Over the past 5 years, the stock market has pretty much never stopped increasing:
Source: Ycharts
Between June 20th 2012 and June 20th 2017, the S&P 500 total return is getting us a very nice round number of 100%. In other words; the stock market doubled in value over the past 5 years. We are talking here about a compounding return rate of almost 15% per year during this period. Unfortunately, while the market doubled, the average P/E ratio keeps going up leading to think there is some bubble growing up:
Source: Factset
In the light of both graph, it seems obvious the market is going all the way up for the wrong reasons. There isn’t enough value being created at the moment to justify such hike in price. Does it mean you should sell your stocks and wait on the sideline? This would probably be the biggest mistake you could make. However, this doesn’t mean you have nothing to do to protect your portfolio from a potential crash. Here’s a list of what I’m doing now on my own portfolios:
#1 Review your asset allocation to spot any discrepancies
This is a common step that is often ignored by DIY investors. Did you know the biggest source of losses in portfolio is related to your asset allocation?Each time I came across an investor who lost lots of money, the common theme was the same: the bulk of their investment was in a single industry. As the stock market rose, some industries did better than others. If you haven’t done much trades in the past year and simply looked at your portfolio growing, chances are you are over weighted in some industries.
Therefore, my first step to review my portfolio is to create a simple Excel pie chart using the company name, sector and current value. Within a few minutes, my pie chart is ready and I get a clear view of what my portfolio looks like:
Source: DSR portfolios returns
You can then easily determine if your asset allocation makes sense or not and identify over weighted sectors where you will need to make transactions.
#2 Review each holding with your initial investment thesis
To facilitate the selection of companies to trade, I then review each of my holdings and look at my initial thesis. Each selection in my portfolio has been made based on my 7 dividend investing growth principles. This is a set of seven investing rules based on decades of academic studies and my own experience as an investor. Principle 6 focuses on the importance of having a strong investment thesis before making any purchases. Once you have identified the reasons why you think a company should be part of your portfolio, it makes it easy to follow it throughout time. Each year, I review my investment thesis to make it still make sense today. As an example, here’s my investment thesis for Lockheed Martin (LMT):
Source: The Dividend Guy Blog
As long as LMT will go along with my thesis, I will hold onto this stock. If the business model changes or the industry is not the same anymore, I will not hesitate to pull the sell trigger.
#3 Use a proper valuation model
My third step is to use a valuation model that will help me making my trading decisions. In my opinion, the investment thesis weights a lot more than any valuation model. The main reason being is any kind of valuation model is as good as your assumptions. Unfortunately, it is very easy to make mistakes.

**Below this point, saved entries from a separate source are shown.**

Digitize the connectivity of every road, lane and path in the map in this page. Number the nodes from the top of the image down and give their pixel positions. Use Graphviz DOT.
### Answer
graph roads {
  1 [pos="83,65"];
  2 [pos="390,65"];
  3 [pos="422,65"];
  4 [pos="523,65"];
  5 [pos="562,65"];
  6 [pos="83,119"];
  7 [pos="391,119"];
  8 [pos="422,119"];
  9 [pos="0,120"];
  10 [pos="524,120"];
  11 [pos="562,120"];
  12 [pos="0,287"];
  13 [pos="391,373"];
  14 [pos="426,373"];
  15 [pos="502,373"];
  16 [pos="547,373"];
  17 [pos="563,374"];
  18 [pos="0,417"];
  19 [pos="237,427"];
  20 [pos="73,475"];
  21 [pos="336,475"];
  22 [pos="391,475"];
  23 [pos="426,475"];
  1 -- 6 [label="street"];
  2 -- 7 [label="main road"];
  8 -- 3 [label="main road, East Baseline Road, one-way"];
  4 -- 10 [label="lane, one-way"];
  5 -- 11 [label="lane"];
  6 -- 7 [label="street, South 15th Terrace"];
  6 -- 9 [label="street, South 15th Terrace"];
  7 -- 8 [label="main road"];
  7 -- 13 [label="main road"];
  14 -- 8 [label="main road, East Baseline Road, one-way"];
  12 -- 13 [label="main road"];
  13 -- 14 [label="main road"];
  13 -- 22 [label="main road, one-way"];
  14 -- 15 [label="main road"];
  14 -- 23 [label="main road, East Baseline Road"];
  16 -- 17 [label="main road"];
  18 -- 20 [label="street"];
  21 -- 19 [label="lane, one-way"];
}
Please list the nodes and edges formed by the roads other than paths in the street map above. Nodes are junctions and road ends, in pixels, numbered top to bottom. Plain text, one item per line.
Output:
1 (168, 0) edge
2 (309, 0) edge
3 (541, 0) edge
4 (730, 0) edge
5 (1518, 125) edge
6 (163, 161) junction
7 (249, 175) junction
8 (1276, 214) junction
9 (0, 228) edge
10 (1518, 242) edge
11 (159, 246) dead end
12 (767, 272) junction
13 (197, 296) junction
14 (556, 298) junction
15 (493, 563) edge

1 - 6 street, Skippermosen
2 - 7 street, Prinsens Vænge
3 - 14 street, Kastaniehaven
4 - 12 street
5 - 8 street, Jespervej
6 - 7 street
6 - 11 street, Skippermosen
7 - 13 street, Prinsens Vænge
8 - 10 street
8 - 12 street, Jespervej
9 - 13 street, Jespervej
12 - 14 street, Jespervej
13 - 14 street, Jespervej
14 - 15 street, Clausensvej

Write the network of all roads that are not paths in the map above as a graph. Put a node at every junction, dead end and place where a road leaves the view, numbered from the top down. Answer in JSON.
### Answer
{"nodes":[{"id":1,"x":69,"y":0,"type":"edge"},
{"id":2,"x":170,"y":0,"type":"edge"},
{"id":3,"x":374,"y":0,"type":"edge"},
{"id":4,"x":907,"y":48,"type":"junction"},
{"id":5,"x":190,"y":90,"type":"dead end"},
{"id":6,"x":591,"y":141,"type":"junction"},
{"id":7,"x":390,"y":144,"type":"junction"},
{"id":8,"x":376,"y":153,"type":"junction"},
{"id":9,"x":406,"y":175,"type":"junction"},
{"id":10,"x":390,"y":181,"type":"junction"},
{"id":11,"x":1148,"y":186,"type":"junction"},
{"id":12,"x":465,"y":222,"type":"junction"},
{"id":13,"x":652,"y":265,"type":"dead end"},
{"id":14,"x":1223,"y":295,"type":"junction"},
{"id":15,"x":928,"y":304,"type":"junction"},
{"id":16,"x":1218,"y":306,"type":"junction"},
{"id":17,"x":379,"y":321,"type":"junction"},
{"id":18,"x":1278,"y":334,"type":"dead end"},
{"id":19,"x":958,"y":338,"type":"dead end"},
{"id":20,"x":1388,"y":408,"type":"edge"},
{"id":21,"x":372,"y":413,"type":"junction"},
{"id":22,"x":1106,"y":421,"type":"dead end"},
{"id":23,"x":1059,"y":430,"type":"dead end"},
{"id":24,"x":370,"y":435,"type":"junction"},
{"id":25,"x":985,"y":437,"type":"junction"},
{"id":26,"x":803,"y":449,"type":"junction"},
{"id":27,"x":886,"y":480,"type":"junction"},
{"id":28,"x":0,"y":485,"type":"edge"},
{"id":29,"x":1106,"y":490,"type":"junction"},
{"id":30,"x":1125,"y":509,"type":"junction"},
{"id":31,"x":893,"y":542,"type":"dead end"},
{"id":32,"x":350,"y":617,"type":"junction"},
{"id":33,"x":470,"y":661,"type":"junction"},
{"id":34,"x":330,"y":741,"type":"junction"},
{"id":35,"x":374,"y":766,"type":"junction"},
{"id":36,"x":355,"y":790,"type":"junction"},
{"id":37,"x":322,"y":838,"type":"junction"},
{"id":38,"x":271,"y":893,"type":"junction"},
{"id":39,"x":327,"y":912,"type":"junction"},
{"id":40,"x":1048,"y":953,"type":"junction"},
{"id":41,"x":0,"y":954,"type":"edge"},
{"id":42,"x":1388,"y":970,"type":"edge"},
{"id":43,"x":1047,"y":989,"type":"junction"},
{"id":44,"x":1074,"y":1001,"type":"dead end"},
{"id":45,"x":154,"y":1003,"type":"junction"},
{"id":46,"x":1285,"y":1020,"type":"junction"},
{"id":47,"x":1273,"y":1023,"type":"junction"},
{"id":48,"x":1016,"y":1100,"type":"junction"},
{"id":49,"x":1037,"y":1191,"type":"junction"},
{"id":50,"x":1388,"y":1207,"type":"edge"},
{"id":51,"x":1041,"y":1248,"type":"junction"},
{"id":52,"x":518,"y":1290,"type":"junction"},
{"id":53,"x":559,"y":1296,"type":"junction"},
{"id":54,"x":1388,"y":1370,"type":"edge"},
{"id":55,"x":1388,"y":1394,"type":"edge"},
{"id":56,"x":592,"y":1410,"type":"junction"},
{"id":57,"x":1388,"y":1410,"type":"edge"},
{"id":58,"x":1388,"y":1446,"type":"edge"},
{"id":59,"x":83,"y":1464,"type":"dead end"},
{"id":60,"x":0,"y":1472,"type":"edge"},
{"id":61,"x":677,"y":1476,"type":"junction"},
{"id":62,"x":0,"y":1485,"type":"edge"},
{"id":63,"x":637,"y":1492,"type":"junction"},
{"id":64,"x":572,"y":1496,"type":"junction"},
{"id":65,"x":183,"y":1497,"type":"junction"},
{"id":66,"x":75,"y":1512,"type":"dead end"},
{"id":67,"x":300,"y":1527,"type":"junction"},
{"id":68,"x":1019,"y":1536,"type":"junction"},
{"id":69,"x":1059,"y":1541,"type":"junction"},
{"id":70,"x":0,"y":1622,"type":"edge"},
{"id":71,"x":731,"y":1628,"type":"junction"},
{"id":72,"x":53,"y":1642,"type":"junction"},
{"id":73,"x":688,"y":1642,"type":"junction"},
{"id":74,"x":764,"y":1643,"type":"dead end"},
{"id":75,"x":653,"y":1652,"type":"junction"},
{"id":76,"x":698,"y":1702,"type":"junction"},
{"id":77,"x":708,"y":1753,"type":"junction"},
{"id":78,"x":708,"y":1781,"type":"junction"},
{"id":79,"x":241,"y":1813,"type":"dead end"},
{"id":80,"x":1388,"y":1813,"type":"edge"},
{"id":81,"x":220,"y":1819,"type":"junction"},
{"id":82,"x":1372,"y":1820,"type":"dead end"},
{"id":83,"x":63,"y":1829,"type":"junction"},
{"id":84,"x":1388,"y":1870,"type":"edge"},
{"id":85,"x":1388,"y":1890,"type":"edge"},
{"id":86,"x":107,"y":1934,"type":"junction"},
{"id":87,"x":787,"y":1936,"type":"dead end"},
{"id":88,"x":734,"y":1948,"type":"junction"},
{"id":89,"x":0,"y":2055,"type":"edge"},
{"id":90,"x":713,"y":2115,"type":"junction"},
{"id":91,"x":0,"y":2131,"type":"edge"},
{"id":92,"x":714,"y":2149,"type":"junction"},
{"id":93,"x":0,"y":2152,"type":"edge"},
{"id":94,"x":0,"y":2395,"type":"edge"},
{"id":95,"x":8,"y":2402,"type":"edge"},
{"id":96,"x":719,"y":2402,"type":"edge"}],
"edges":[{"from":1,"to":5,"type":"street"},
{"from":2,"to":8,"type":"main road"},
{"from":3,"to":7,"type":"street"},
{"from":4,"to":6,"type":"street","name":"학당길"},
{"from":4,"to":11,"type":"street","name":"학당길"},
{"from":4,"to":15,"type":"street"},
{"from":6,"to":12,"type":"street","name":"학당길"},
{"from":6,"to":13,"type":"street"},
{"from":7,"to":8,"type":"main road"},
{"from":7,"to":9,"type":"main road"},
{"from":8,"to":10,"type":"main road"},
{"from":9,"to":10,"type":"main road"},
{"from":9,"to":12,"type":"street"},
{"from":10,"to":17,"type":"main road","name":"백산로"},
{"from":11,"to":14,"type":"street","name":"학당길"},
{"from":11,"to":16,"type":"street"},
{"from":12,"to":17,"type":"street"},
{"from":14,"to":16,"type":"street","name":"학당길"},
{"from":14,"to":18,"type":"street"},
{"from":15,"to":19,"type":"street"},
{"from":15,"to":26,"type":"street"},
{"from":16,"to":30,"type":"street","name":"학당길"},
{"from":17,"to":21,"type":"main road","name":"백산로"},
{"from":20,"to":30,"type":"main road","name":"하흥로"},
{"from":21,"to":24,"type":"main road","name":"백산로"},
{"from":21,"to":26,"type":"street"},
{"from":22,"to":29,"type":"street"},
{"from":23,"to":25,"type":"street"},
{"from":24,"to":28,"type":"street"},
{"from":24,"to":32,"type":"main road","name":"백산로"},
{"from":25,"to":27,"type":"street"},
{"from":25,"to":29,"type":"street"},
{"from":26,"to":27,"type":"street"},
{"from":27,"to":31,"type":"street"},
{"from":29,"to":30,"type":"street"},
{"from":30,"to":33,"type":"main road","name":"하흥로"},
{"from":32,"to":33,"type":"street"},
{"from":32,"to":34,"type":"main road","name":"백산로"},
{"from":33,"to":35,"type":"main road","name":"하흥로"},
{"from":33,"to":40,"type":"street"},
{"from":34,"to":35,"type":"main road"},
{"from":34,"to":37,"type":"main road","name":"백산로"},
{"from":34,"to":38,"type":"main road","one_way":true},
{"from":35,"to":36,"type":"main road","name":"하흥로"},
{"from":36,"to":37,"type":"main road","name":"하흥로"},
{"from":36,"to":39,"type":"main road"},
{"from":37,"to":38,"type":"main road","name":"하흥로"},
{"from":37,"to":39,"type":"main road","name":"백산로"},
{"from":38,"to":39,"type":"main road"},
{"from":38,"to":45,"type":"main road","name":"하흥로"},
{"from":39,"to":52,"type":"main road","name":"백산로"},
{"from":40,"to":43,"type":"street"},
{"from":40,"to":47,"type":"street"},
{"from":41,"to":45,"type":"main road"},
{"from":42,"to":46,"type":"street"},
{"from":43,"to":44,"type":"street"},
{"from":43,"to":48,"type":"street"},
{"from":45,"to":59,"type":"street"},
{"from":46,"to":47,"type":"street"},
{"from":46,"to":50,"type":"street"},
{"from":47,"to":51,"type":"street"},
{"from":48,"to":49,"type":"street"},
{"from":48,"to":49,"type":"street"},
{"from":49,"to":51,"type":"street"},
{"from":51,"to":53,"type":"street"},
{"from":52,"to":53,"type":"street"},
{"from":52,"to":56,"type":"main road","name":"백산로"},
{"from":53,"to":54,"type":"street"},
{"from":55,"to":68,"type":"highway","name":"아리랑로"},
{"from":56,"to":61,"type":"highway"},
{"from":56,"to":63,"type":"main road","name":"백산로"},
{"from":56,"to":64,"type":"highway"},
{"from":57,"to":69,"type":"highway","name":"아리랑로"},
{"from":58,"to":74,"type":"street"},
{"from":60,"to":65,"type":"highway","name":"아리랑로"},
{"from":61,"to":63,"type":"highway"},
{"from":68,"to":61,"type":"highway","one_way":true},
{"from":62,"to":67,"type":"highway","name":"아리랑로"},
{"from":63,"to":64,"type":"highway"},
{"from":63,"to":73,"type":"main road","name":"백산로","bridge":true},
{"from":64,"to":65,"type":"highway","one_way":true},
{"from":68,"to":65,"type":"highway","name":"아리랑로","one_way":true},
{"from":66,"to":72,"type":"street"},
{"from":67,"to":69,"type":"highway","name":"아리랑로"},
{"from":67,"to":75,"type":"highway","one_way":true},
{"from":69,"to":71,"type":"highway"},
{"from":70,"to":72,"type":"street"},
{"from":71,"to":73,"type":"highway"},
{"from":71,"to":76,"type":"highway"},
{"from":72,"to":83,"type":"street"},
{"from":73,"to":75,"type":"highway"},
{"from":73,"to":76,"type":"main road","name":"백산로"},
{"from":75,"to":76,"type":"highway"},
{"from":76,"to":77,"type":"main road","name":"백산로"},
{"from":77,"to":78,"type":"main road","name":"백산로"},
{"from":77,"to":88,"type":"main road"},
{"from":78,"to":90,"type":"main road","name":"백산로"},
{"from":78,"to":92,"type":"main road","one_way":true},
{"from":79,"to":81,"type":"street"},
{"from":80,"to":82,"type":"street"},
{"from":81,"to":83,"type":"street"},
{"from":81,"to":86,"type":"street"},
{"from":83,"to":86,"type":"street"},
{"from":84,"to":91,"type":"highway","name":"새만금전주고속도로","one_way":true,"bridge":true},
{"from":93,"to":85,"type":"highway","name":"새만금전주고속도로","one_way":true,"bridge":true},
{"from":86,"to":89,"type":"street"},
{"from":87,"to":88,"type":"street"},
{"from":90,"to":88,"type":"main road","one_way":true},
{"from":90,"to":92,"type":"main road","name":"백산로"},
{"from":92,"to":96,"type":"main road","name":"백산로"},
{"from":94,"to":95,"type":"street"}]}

I use a double stage dividend discount model. As a dividend growth investor, I rather see companies like big money making machine and assess their value as such. I think the company will reduce slowly its dividend growth rate compared to previous years as it is clearly unsustainable. Here’s an example of metrics I used to value 3M Co (MMM) another of my favorite holding.
And the calculation results:
The Dividend Discount Model doesn’t own all the answers, but it is a very powerful tool to asses the value of a stock while it is included in a complete investing process.
#4 Make trades, but don’t panic
I know, the temptation of selling your stocks with profit and waiting on the sidelines for the next market dip is very seductive. However, as we never know how Mr. Market’s mood swings will affect our portfolio (we could definitely see another bull market for the next 3 years), I rather have most of my money well invested and cash dividend payouts every month.
The key is to make light changes, tweaks, to your portfolio to make sure your money is well invested. This is not a time to panic nor selling everything you hold. I personally did one trade so far in my portfolio as one of my holding didn’t meet my investing thesis anymore. I might do another one but that’s about it. It’s never a good move to panic or make massive move with your portfolio.